In order to set the scene, Schwabero provided key insights of the company’s view of current trading. Brunswick forecasts that GDP in the global economy will be at or below 3% over 2018-20, a level he describes as not great, but an okay environment to trade in. The company anticipates global marine market unit growth will be in the range of 2-4%.

Dollar growth is running ahead of unit growth, driven in part by the relative explosion of sales in outboards of 200hp and larger. The 300hp segment, which didn’t exist in 2006, now represents 20% of sales value.

Consumer confidence in North America is at a 10-year high and dealer sentiment is reflecting that. Schwabero also reminded his audience of the importance of the fishing market particularly in the US – it is second only to jogging as the most popular outdoor pursuit and 75% of unit sales are related to this market.

For Europe, Brunswick sees an improving position in most countries, although it credits a particularly strong performance in the UK in 2016 and subsequent fall back this year to Brexit. In Asia, the company is similarly positive forecasting that China and Indonesia will drive moderate outboard growth.

Contrary to some opinions in circulation, Schwabero is positive about the role new generations will play in future sales. “The suggestion that Millennials aren’t boaters doesn’t agree with the data – they still have an affinity for the water,” he asserted. What followed though was a warning that the marine industry would need to “fasten its seatbelts” and deal with a lot of change, driven by different expectations and technology.

Schwabero suggests the trends that are emerging in automotive today will be similarly influential in the marine market. Marine businesses will need to develop solutions around boat sharing, connectivity and even autonomous boats. Brunwick is already getting involved in these areas, by partnering with Seattle-based peer-to-peer boat rental company Boat Bound, supporting an autonomous project undertaken by MIT and by developing fully integrated electronic controls and interfaces for Mercury sterndrives and outboards.
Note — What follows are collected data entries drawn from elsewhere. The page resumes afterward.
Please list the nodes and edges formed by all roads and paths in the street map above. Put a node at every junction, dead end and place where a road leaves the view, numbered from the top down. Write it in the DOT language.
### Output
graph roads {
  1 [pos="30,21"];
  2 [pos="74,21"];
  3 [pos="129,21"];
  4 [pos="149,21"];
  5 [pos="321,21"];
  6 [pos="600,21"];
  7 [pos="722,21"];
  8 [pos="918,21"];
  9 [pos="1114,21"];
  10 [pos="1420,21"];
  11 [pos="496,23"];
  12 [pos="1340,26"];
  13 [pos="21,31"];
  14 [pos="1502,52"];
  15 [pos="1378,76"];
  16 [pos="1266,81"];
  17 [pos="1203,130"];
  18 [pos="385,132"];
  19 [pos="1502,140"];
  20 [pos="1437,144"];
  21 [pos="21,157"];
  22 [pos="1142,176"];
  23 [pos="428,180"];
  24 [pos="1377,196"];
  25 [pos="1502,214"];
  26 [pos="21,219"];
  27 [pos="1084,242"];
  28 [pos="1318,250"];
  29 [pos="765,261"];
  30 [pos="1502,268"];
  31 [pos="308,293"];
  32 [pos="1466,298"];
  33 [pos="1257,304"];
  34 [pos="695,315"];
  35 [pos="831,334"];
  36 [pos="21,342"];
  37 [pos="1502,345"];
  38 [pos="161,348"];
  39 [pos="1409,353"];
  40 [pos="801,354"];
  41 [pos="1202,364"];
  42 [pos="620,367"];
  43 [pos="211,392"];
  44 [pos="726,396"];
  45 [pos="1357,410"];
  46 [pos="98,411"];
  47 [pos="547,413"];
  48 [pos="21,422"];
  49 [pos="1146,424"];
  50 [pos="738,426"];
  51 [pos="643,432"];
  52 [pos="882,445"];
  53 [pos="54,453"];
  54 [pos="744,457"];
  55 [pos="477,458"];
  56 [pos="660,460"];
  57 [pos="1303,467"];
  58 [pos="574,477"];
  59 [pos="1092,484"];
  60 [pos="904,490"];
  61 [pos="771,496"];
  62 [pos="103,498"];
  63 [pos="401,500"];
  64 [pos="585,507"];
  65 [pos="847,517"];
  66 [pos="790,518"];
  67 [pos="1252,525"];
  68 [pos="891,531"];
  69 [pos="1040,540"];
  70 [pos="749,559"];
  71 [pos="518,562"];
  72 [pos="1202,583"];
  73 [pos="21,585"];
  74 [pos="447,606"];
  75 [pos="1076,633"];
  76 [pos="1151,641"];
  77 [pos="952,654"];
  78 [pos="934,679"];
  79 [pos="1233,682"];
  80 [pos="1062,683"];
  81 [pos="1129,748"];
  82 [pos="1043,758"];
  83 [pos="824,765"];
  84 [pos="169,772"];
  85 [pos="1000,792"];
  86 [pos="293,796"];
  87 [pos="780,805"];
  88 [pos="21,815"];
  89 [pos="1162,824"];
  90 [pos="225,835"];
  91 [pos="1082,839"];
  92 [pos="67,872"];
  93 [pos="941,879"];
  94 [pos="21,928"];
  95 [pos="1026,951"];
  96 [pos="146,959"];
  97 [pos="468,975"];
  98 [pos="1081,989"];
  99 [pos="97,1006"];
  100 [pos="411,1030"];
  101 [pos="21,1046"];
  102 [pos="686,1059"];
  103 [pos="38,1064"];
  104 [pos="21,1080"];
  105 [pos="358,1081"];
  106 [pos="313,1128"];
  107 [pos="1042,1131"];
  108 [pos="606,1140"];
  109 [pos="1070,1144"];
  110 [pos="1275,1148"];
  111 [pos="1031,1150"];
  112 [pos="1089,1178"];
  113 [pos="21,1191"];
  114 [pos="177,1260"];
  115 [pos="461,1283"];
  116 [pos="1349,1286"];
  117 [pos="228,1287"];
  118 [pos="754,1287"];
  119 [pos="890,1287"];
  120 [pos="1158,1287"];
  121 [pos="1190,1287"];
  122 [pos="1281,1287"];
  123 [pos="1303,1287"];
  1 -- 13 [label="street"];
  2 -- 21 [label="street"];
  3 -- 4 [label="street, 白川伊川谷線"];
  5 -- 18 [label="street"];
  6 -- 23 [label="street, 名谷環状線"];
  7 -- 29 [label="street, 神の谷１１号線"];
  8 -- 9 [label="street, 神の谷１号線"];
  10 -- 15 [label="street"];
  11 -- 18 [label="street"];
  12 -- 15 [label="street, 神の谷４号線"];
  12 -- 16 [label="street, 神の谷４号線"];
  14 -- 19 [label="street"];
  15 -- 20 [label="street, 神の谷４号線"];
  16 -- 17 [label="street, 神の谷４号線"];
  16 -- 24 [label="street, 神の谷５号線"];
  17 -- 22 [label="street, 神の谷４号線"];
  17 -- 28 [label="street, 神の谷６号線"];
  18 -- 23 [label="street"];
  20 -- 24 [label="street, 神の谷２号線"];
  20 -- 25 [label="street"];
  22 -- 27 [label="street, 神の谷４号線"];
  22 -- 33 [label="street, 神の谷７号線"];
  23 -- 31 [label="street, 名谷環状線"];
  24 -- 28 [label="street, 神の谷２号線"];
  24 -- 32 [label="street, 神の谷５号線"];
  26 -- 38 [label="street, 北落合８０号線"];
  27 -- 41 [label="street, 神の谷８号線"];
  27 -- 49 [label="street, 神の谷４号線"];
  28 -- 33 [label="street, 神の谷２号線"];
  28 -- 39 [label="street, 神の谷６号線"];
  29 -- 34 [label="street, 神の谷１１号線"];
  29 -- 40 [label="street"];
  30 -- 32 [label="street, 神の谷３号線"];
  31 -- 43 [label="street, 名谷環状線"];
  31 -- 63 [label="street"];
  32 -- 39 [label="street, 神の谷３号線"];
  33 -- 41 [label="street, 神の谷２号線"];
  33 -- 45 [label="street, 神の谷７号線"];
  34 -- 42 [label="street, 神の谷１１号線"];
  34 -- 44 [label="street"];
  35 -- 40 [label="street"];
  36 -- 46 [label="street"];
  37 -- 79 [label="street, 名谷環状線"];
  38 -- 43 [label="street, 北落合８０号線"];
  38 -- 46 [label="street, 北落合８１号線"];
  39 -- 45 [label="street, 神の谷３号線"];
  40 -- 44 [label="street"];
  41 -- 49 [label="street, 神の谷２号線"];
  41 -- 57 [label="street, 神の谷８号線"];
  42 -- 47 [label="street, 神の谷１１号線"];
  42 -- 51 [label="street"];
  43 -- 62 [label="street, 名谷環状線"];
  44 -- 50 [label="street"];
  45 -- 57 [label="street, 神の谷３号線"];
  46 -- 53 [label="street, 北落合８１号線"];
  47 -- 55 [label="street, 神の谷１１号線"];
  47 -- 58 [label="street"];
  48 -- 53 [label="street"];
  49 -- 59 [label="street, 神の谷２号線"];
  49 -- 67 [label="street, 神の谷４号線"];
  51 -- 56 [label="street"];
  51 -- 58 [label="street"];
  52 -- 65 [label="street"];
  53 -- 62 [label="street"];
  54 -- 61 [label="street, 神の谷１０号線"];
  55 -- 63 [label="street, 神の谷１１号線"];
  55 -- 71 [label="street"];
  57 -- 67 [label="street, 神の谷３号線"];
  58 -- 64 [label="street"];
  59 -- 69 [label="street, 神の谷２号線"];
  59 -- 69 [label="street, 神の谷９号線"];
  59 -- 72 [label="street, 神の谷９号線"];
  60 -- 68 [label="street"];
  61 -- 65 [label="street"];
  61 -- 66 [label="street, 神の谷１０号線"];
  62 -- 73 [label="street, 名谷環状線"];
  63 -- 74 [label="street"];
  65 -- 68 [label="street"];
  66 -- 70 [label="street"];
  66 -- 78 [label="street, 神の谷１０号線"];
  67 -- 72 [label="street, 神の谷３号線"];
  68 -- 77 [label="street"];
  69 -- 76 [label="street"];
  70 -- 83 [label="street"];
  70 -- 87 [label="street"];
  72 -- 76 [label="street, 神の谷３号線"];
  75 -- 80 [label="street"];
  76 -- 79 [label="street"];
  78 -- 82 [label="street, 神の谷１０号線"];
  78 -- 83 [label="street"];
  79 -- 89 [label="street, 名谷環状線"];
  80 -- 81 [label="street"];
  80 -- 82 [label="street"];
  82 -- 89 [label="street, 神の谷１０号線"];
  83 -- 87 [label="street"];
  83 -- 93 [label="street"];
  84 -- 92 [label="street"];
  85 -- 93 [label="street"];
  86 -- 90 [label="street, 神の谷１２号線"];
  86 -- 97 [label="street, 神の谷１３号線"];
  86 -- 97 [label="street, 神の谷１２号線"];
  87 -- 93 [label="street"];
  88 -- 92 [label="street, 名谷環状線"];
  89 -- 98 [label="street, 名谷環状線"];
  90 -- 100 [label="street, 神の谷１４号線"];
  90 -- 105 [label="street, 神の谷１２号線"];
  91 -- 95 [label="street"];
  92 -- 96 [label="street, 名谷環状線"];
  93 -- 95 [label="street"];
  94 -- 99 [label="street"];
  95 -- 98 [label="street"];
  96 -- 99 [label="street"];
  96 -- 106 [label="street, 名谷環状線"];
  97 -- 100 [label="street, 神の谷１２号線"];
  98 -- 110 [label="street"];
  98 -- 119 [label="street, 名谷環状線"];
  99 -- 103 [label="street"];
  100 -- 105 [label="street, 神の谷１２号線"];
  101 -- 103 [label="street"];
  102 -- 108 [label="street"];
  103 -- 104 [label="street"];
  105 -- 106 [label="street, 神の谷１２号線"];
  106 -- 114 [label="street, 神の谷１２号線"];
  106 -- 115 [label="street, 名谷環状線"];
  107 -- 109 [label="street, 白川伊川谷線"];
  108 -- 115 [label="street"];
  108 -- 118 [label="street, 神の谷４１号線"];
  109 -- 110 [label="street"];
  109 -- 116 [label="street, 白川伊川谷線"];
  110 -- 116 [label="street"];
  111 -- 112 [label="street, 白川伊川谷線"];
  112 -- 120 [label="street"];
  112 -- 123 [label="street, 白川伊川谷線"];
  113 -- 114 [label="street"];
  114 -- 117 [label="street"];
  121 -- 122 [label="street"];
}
The company has also opened up an innovation laboratory in the University of Illinois Research Park and formed a joint venture with TechNexus to accelerate innovative development across its group.

In drawing to his engaging presentation to a close, Schwabero concluded with a quote from American professional baseball catcher, Yogi Berra – “the future ain’t what it used to be.” The message was clear – that technology and expectations are progressing at breakneck speed, but as long as the marine industry was prepared to innovate and change, it had very good reasons to stay positive.